Une contention veineuse peut aussi être proposée pour améliorer le retour veineux et limiter l’œdème. La marche modérée est souvent maintenue, sauf situation particulière, car l’immobilité stricte n’est plus le réflexe systématique d’autrefois.
Ce qui peut arriver si la phlébite évolue mal
Dans beaucoup de cas, les symptômes diminuent avec le traitement. Cela n’empêche pas l’existence de complications. Les récidives restent possibles, surtout si le terrain veineux est fragile ou si la prise en charge anticoagulante n’est pas adaptée en durée ou en intensité.
À moyen terme, certaines personnes développent une maladie post-phlébitique. Après la résorption du caillot, la veine peut garder des séquelles. Des zones fibreuses obstruent partiellement le passage, et les valvules veineuses, qui servent normalement à empêcher le reflux du sang, peuvent être altérées.

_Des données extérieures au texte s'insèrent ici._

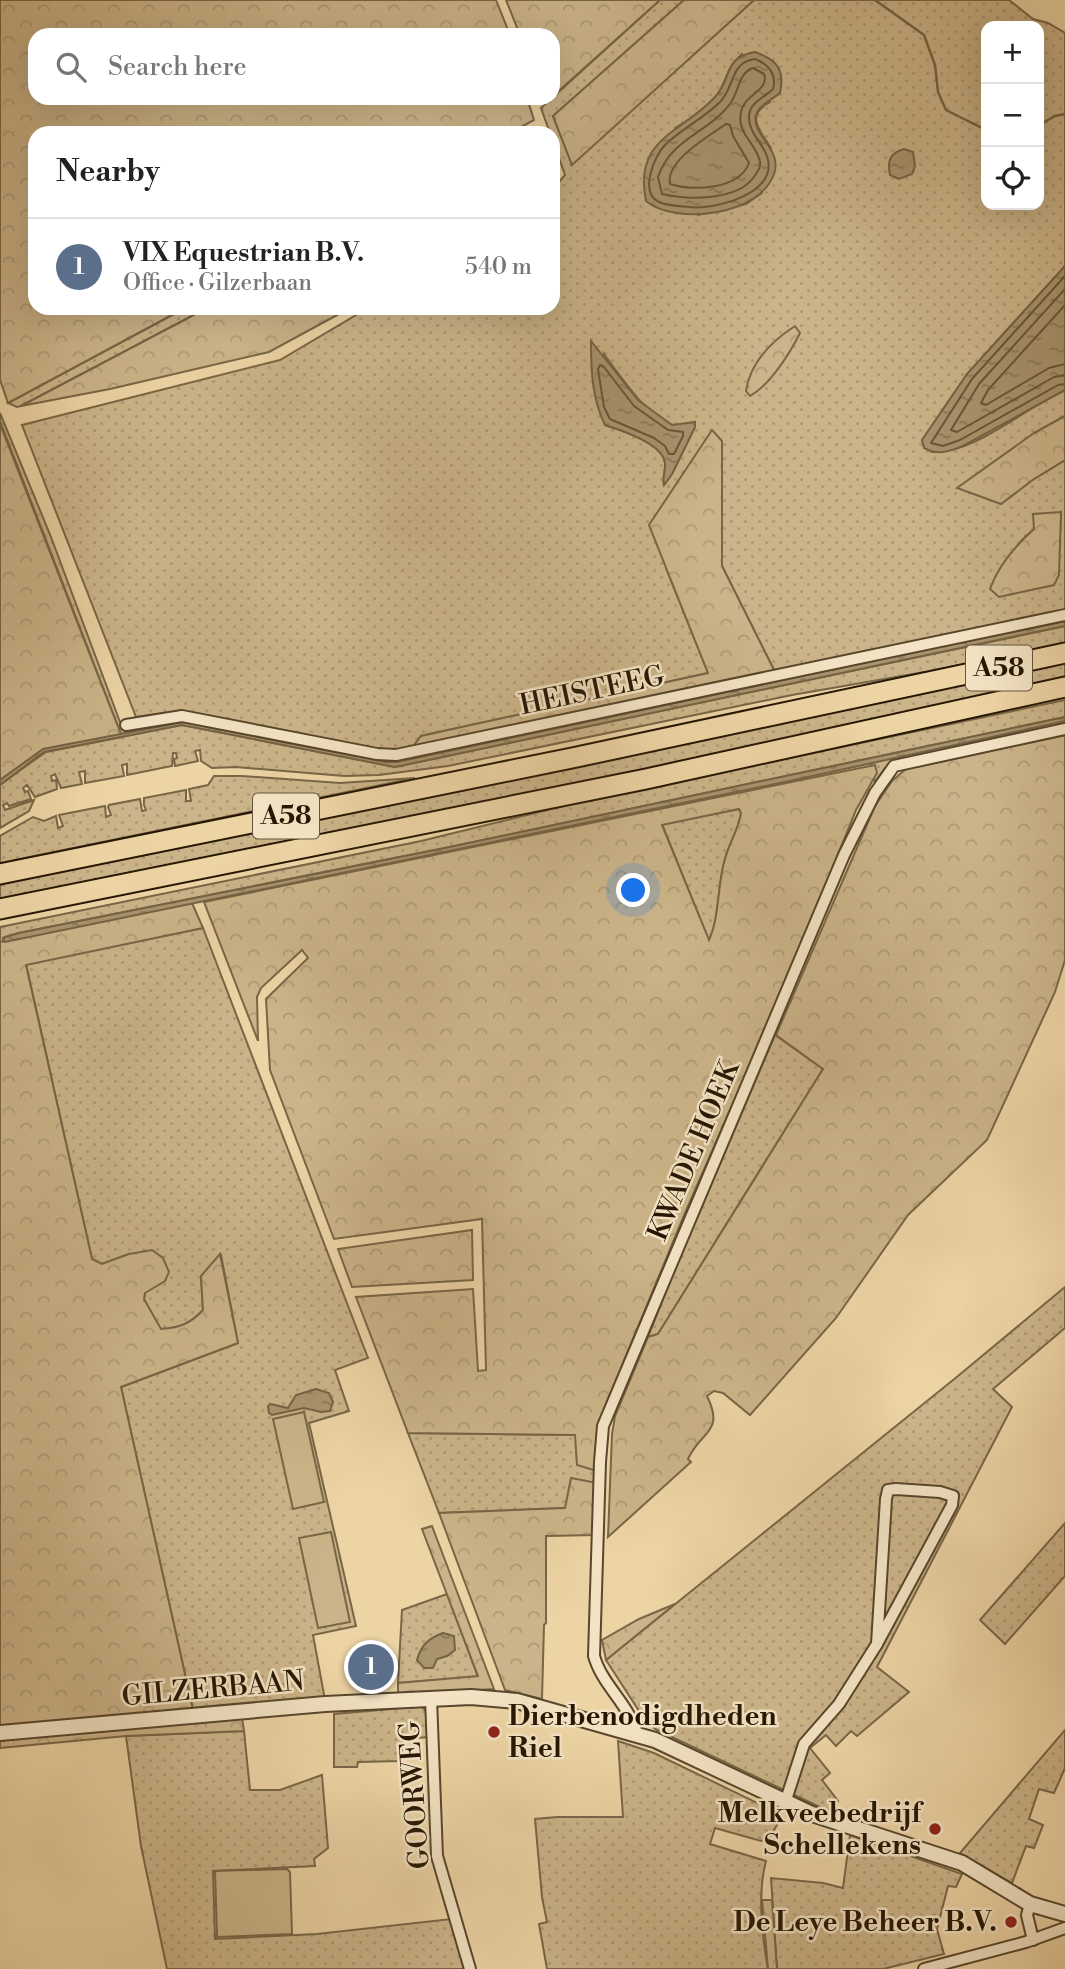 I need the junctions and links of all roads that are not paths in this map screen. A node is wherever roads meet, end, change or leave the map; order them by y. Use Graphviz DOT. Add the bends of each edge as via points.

Cette évolution peut entraîner un œdème durable, une sensation de jambes lourdes, l’apparition de varices secondaires et parfois des atteintes cutanées chroniques, jusqu’à l’ulcère veineux dans les formes plus avancées. Autrement dit, même quand l’urgence immédiate est passée, la qualité de la circulation veineuse reste un enjeu de fond.
Ce qu’il vaut mieux éviter en cas de doute
Face à une douleur suspecte derrière le genou, certains réflexes intuitifs sont à éviter. Le premier est de masser vigoureusement la zone. En présence d’un caillot, cette manœuvre n’a pas d’intérêt diagnostique et peut faire craindre une mobilisation du thrombus.
Le second piège consiste à attribuer trop vite la douleur à une simple contracture, surtout après un voyage, une opération récente ou pendant la grossesse. Les douleurs de jambe sont fréquentes, mais leur contexte change leur sens.
Enfin, il vaut mieux ne pas chercher de réassurance dans un seul signe isolé. L’absence de rougeur n’exclut pas une thrombose profonde. L’absence de douleur thoracique n’écarte pas tout risque évolutif. Ce sont l’ensemble des signes, le terrain et l’examen médical qui orientent utilement.
Une douleur derrière le genou peut avoir une cause banale, mais elle peut aussi correspondre à une thrombose veineuse profonde lorsque s’y associent un gonflement unilatéral, une chaleur locale ou une gêne persistante au repos.
Le risque principal reste l’embolie pulmonaire, ce qui explique l’importance d’une évaluation rapide et d’un écho-Doppler en cas de doute.
Les signes ne sont pas toujours complets, et plusieurs causes peuvent se ressembler, dont le kyste poplité ou une douleur musculaire.
Les complications existent malgré une évolution souvent favorable sous traitement, avec possibilité de récidive ou de séquelles veineuses durables.
Une vigilance particulière s’impose en cas d’immobilisation, de chirurgie récente, de grossesse, de cancer ou de traitement hormonal.
Ce contenu a une visée informative et ne remplace pas l’évaluation d’un professionnel de santé.